The Mudcat Café TM
Thread #157031   Message #3707270
Posted By: GUEST,Joseph Scott
07-May-15 - 03:15 PM
Thread Name: Earliest jazzers how blues-interested?
Subject: RE: Earliest jazzers how blues-interested?
"'Meanwhile, we've got the fact that musicians like these knew the normal 16-bar blues approach: Leadbelly, Furry Lewis, Bo Carter, Rev. Gary Davis, Henry Thomas, Charley Jordan, Mance Lipscomb, Peg Leg Howell, Jesse Fuller, Walter Vinson, Simmie Dooley, Barbecue Bob, Jim Baxter, Daddy Stovepipe, Rufe Johnson, Tom Darby, Blind Boy Fuller, Will Shade, John Bray, William Harris, Smith Casey, Blind Blake, Ed Bell, Tom Bell, Roy Harvey, Reese Crenshaw, Tom Johnson, Elizabeth Cotten, Sam Butler, Bill Jackson, David Miller, Freeman Stowers, Wiley Barner.'

That's 33 examples. Here are some more: Lemon Jefferson, William Moore, Johnie Lewis, Bill Broonzy, Thomas Burt, Skip James, Walter Roland, Henry Whitter, Butch Cage, Eddie Mapp, Lesley Riddle, the Birmingham Jug Band, the Mississippi String Band (Johnson and Copeland), Texas Alexander, Big Boy Cleveland, Bayless Rose, Bobby Grant, Willie Hill, Tom Bradford, Edward Thompson, Willie McTell."

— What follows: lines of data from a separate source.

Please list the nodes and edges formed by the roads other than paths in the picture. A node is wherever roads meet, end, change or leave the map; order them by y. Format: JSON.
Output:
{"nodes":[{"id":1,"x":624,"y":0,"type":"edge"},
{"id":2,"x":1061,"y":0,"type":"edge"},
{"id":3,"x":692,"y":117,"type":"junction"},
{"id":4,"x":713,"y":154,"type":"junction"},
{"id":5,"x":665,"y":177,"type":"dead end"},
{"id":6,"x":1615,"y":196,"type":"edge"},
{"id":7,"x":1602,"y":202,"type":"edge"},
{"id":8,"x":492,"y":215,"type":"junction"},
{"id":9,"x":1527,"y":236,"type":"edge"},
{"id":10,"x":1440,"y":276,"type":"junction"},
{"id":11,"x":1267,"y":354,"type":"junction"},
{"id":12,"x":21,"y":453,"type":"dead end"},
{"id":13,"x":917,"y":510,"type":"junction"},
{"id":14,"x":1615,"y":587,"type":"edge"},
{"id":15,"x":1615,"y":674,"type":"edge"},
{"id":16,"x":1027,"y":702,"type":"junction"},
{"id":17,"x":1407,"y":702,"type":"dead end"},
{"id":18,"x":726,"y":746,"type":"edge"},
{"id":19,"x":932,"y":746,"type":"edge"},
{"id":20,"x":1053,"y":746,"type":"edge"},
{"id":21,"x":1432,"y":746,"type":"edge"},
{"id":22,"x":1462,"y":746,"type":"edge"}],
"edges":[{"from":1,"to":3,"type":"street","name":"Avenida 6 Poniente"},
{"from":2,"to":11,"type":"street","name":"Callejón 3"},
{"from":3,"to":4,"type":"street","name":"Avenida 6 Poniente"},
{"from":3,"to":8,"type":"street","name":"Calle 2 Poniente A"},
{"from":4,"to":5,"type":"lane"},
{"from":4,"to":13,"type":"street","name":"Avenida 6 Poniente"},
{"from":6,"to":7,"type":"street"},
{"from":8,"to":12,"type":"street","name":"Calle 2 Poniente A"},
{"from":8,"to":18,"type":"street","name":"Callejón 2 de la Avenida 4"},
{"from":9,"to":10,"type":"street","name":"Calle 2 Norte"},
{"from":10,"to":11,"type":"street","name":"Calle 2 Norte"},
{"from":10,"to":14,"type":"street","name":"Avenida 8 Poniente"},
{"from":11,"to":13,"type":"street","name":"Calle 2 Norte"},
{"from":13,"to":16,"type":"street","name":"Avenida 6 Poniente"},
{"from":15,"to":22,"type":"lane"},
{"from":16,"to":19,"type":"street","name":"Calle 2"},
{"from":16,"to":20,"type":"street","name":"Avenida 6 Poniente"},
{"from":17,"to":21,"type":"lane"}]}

Curley Weaver, Gabriel Brown, Elvie Thomas, Jimmie Tarlton, Lightnin' Hopkins, Tommy Jarrell, Lonnie Chatmon...

John Hurt used a variant of it with V at the start on "See See Rider." Jimmie Rodgers used a different variant on "Jimmie's Mean Mama Blues." Robert Wilkins and Frank Hutchison had the usual 16-bar progression but extended at the front on "That's No Way To Get Along" and "K.C. Blues" respectively. Uris Bouchillon sounded very similar to Hutchison on "Adam And Eve Part 2."